Lo que más me sorprendió fue su sonrisa, su amabilidad y su agradecimiento. ¿Cómo es posible que, una persona que quizá no haya tenido las mismas oportunidades que tú, que has nacido ya con un estatus social privilegiado, te esté dando las gracias por, simplemente, echar unas horas en un comedor social? Sinceramente, me llegó al alma. Tuve que tragar como pude mis remordimientos para después, y seguir sirviendo y sonriendo al resto de personas.

Pero ese tipo de situaciones te hacen preguntarte demasiadas cosas. ¿Por qué yo he nacido donde he nacido, tengo lo que tengo, y él no? ¿Por qué yo soy un maldito privilegiado, y él no? ¿Por qué él no tiene derecho a comer con un trozo de pan crujiente y decente, en lugar de la piedra del día anterior, y yo sí? ¿Es normal la enorme diferencia entre una clase social y otra? ¿Por qué yo tengo lo que tengo y él no tiene nada?

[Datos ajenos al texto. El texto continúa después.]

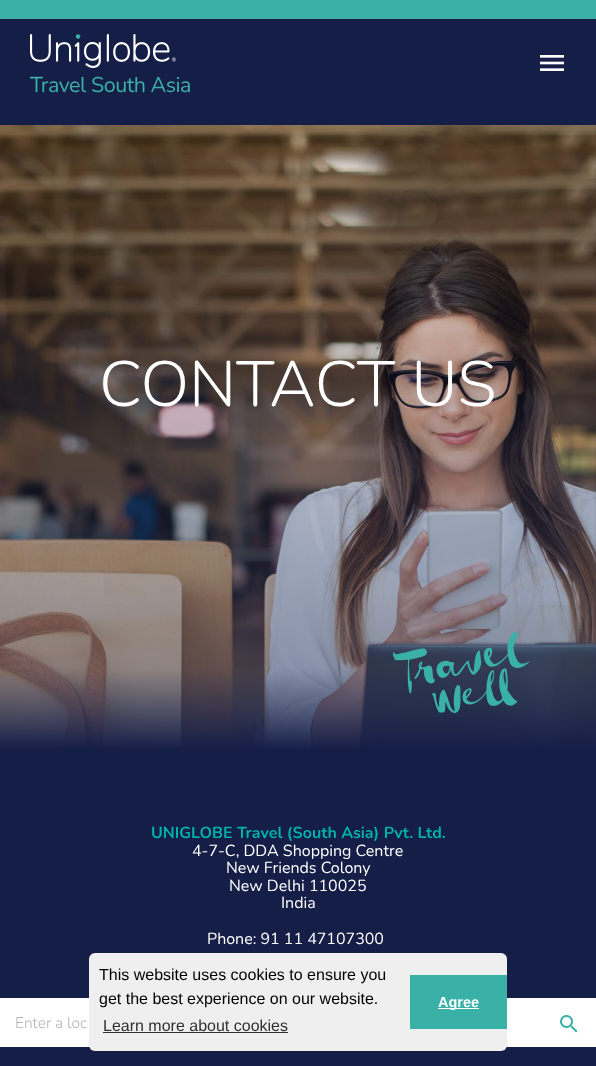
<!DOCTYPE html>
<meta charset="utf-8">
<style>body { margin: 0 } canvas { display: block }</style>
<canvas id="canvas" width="596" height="1066"></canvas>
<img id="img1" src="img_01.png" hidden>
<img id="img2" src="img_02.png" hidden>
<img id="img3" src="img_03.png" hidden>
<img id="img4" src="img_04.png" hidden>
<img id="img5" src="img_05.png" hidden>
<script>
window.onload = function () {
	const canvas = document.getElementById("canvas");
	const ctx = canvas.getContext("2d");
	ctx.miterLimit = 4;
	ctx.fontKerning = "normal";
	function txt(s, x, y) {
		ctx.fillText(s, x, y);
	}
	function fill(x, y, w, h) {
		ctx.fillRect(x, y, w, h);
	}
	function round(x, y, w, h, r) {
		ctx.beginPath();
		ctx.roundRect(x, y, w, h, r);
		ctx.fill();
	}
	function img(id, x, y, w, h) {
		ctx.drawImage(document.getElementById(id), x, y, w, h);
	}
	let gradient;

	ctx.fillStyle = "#151E47";
	fill(0, 0, 596, 1066);
	ctx.fillStyle = "#3AB1A7";
	fill(0, 0, 596, 19);
	img("img1", 540, 55, 24, 16);
	img("img2", 30, 34, 146, 34);
	img("img3", 0, 125, 596, 624);
	gradient = ctx.createLinearGradient(298, 125, 298, 750);
	gradient.addColorStop(0, "rgba(45, 55, 94, 0)");
	gradient.addColorStop(0.87, "rgba(45, 55, 94, 0.5)");
	gradient.addColorStop(1, "#151E47");
	ctx.fillStyle = gradient;
	fill(0, 153, 596, 596);
	img("img4", 393, 632, 137, 81);
	ctx.fillStyle = "#FFFFFF";
	fill(0, 998, 596, 49);
	img("img5", 560, 1015, 18, 18);
	ctx.fillStyle = "#EFEFEF";
	round(89, 953, 418, 98, 6);
	ctx.fillStyle = "#303030";
	fill(103, 1032, 185, 1);
	ctx.fillStyle = "#3AB1A7";
	fill(410, 975, 97, 54);
	ctx.fillStyle = "#FFFFFF";
	fill(438, 1008, 41, 1);
	ctx.letterSpacing = "-0.5px";
	ctx.font = "21.5px Nunito";
	ctx.fillStyle = "#3AB1A7";
	txt("Travel South Asia", 30, 92);
	ctx.letterSpacing = "0px";
	ctx.font = "300 64px Nunito";
	ctx.fillStyle = "#FFFFFF";
	txt("CONTACT US", 99, 406);
	ctx.font = "bold 16px Nunito";
	ctx.fillStyle = "#00B0AB";
	txt("UNIGLOBE Travel (South Asia) Pvt. Ltd.", 151, 838);
	ctx.font = "16px Nunito";
	ctx.fillStyle = "#FFFFFF";
	txt("4-7-C, DDA Shopping Centre", 192, 856);
	txt("New Friends Colony", 226, 873);
	txt("New Delhi 110025", 229, 891);
	txt("India", 281, 908);
	txt("Phone: 91 11 47107300", 207, 944);
	ctx.font = "300 15.5px Nunito";
	ctx.fillStyle = "#B5B5B5";
	txt("Enter a loc", 15, 1028);
	ctx.font = "16px Liberation Sans";
	ctx.fillStyle = "#000000";
	txt("This website uses cookies to ensure you", 99, 980);
	txt("get the best experience on our website.", 99, 1004);
	ctx.fillStyle = "#303030";
	txt("Learn more about cookies", 103, 1031);
	ctx.font = "bold 14.5px Liberation Sans";
	ctx.fillStyle = "#FFFFFF";
	txt("Agree", 438, 1007);
};
</script>
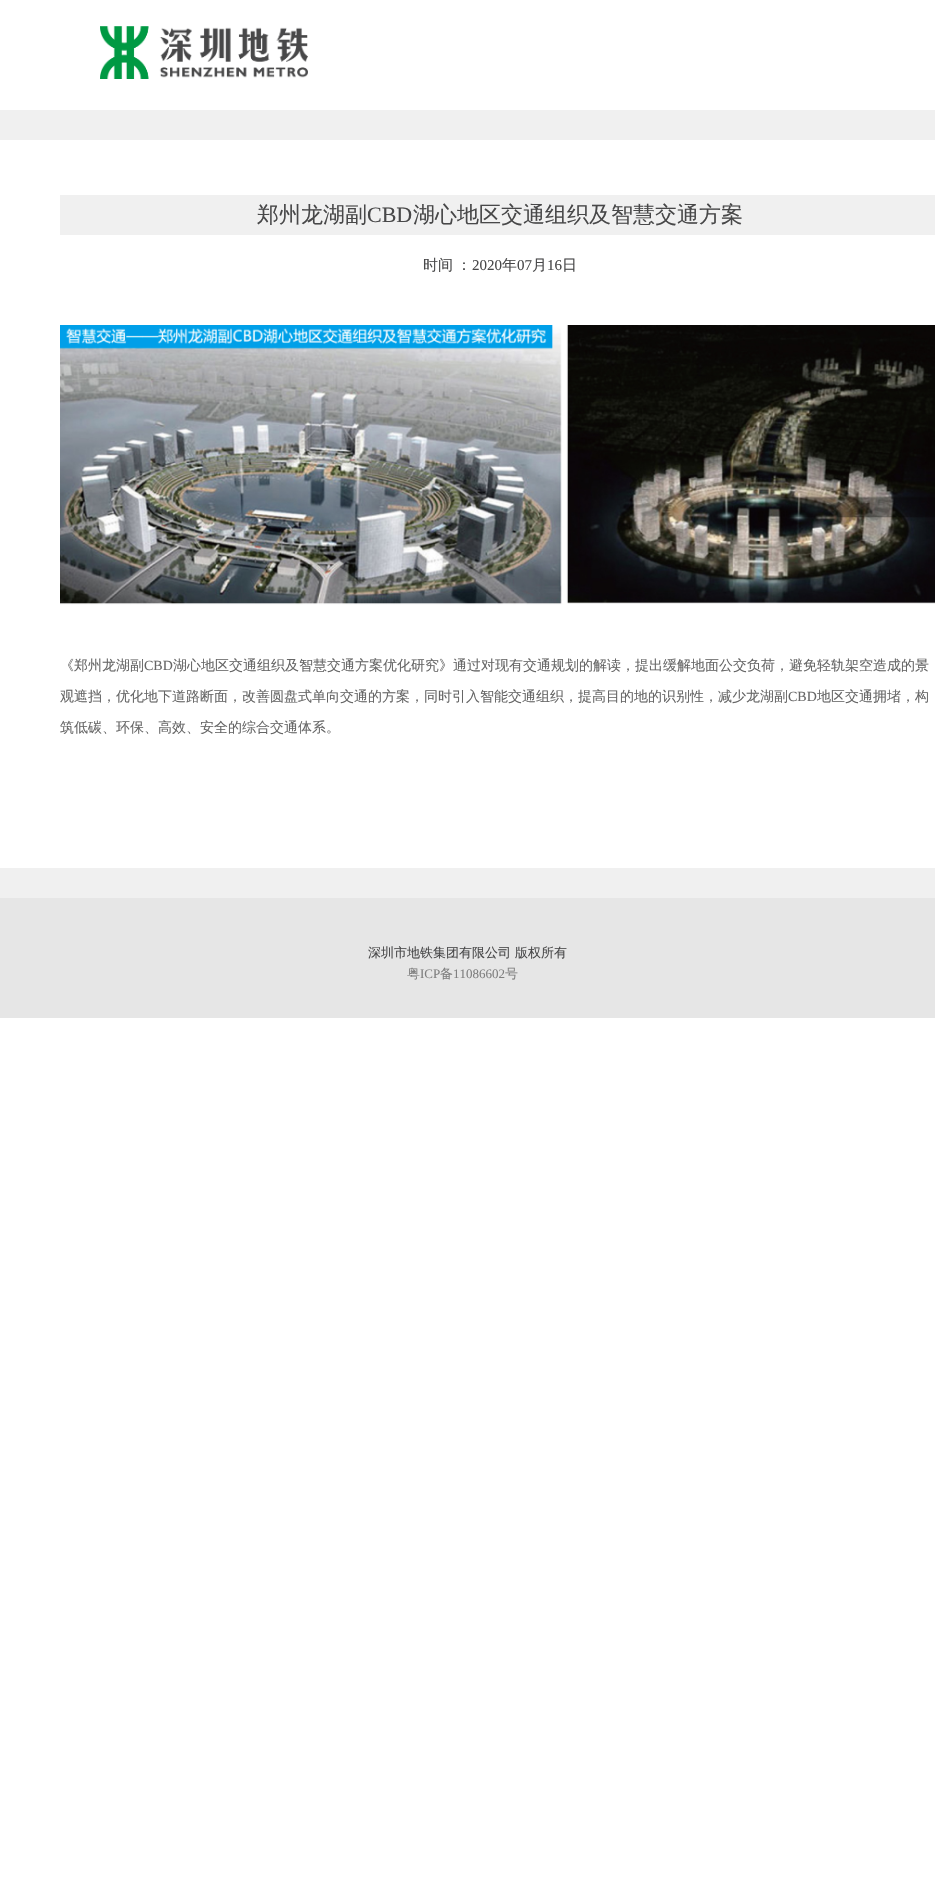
void draw(SkCanvas* canvas) {
    SkPaint paint;
    paint.setAntiAlias(true);
    auto face = [&](const char* family, int weight, float size, bool italic = false) {
        SkFontStyle style(weight, SkFontStyle::kNormal_Width,
            italic ? SkFontStyle::kItalic_Slant : SkFontStyle::kUpright_Slant);
        SkFont result(fontMgr->matchFamilyStyle(family, style), size);
        result.setSubpixel(true);
        return result;
    };
    auto write = [&](const char* s, float x, float y, const SkFont& font, SkColor color) {
        SkPaint ink(SkColor4f::FromColor(color));
        ink.setAntiAlias(true);
        canvas->drawString(s, x, y, font, ink);
    };
    auto writeSpaced = [&](const char* s, float x, float y, const SkFont& font, const SkPaint& ink, float letter, float word) {
        std::vector<SkGlyphID> glyphs(font.countText(s, strlen(s), SkTextEncoding::kUTF8));
        std::vector<float> xs(glyphs.size());
        font.textToGlyphs(s, strlen(s), SkTextEncoding::kUTF8, glyphs);
        font.getXPos(glyphs, xs, x);
        float extra = 0;
        for (size_t i = 0; i < glyphs.size(); i++) {
            xs[i] += extra;
            extra += letter + word * (glyphs[i] == font.unicharToGlyph(' '));
        }
        canvas->drawTextBlob(SkTextBlob::MakeFromPosHGlyphs(glyphs, xs, y, font), 0, 0, ink);
    };
    auto block = [&](float x, float y, float w, float h, SkColor color) {
        SkPaint ink(SkColor4f::FromColor(color));
        ink.setAntiAlias(true);
        canvas->drawRect(SkRect::MakeXYWH(x, y, w, h), ink);
    };
    auto paste = [&](const char* path, float x, float y, float w, float h) {
        auto image = SkImages::DeferredFromEncodedData(SkData::MakeFromFileName(path));
        canvas->drawImageRect(image, SkRect::MakeXYWH(x, y, w, h), SkSamplingOptions());
    };
    canvas->clear(SK_ColorWHITE);
    paste("pic1.png", 100, 26, 208, 53);
    block(0, 110, 935, 788, SkColorSetRGB(240, 240, 240));
    block(0, 140, 935, 728, SK_ColorWHITE);
    block(60, 195, 875, 40, SkColorSetRGB(240, 240, 240));
    auto kFont1 = face("WenQuanYi Zen Hei", 500, 22);
    write("郑州龙湖副", 257, 222, kFont1, SkColorSetRGB(72, 72, 73));
    auto kFont2 = face("Liberation Serif", 400, 22);
    write("CBD", 367, 222, kFont2, SkColorSetRGB(72, 72, 73));
    write("湖心地区交通组织及智慧交通方案", 413, 222, kFont1, SkColorSetRGB(72, 72, 73));
    auto kFont3 = face("WenQuanYi Zen Hei", 500, 15);
    paint.setColor(SkColorSetRGB(72, 72, 73));
    writeSpaced("时间 ：", 423, 270, kFont3, paint, 0, -1);
    auto kFont4 = face("Liberation Serif", 400, 15);
    write("2020", 472, 270, kFont4, SkColorSetRGB(72, 72, 73));
    write("年", 502, 270, kFont3, SkColorSetRGB(72, 72, 73));
    write("07", 517, 270, kFont4, SkColorSetRGB(72, 72, 73));
    write("月", 532, 270, kFont3, SkColorSetRGB(72, 72, 73));
    write("16", 547, 270, kFont4, SkColorSetRGB(72, 72, 73));
    write("日", 562, 270, kFont3, SkColorSetRGB(72, 72, 73));
    paste("pic2.png", 60, 325, 875, 280);
    auto kFont5 = face("WenQuanYi Zen Hei", 500, 14);
    write("《郑州龙湖副", 60, 670, kFont5, SkColorSetRGB(102, 102, 102));
    auto kFont6 = face("Liberation Serif", 400, 14);
    write("CBD", 144, 670, kFont6, SkColorSetRGB(102, 102, 102));
    write("湖心地区交通组织及智慧交通方案优化研究》通过对现有交通规划的解读，提出缓解地面公交负荷，避免轻轨架空造成的景", 173, 670, kFont5, SkColorSetRGB(102, 102, 102));
    write("观遮挡，优化地下道路断面，改善圆盘式单向交通的方案，同时引入智能交通组织，提高目的地的识别性，减少龙湖副", 60, 701, kFont5, SkColorSetRGB(102, 102, 102));
    write("CBD", 788, 701, kFont6, SkColorSetRGB(102, 102, 102));
    write("地区交通拥堵，构", 817, 701, kFont5, SkColorSetRGB(102, 102, 102));
    write("筑低碳、环保、高效、安全的综合交通体系。", 60, 732, kFont5, SkColorSetRGB(102, 102, 102));
    block(0, 898, 935, 120, SkColorSetRGB(230, 230, 230));
    auto kFont7 = face("WenQuanYi Zen Hei", 500, 13);
    write("深圳市地铁集团有限公司", 368, 957, kFont7, SkColorSetRGB(72, 72, 73));
    write("版权所有", 515, 957, kFont7, SkColorSetRGB(72, 72, 73));
    write("粤", 407, 978, kFont7, SkColorSetRGB(127, 127, 127));
    auto kFont8 = face("Liberation Serif", 400, 13);
    write("ICP", 420, 978, kFont8, SkColorSetRGB(127, 127, 127));
    write("备", 440, 978, kFont7, SkColorSetRGB(127, 127, 127));
    write("11086602", 453, 978, kFont8, SkColorSetRGB(127, 127, 127));
    write("号", 505, 978, kFont7, SkColorSetRGB(127, 127, 127));
}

¿Por qué hemos llegado a ver como normal e inevitable la pobreza, si es un problema originado por nosotros mismos? Y estas preguntas se hacen extensibles al resto de individuos. Hace poco escuché una canción de Macklemore (City don´t sleep) en la que dice que hemos llegado a un momento en el que consideramos a los vagabundos como parte del paisaje. Pues, ¿por qué hemos de aceptar que haya personas que se vean obligadas a comer gracias a la caridad y la beneficencia? ¿Por qué una de estas personas tiene que guardarse el segundo plato en una bolsita de plástico que le di para poder comer algo de cenar? ¿Por qué vemos como normal que unas personas posean mucho más que otras? ¿Por qué vemos como natural esta marginación de una parte de la sociedad a otra, siendo que todos tenemos los mismos derechos? ¿Por qué muchos de nosotros colaboramos diariamente a la perpetuación de la pobreza y de la exclusión de seres humanos a través de nuestra indiferencia? ¿Por qué no vamos a la raíz del problema, en lugar de ponerle parches continuamente?

En este día de Reyes, cuando me levante, abriré lo que sus majestades me hayan traído (espero que si me han traído algo, simplemente sea un libro o algo que verdaderamente necesite). Y, mientras lo abra, inevitablemente, volveré a sentirme culpable acordándome de todas esas personas que apenas tienen nada. El único regalo que recibirán ellos será poder ir al comedor de nuevo y saborear ese pedrusco que hacen llamar pan y nuestras sobras, como si de perros se tratara.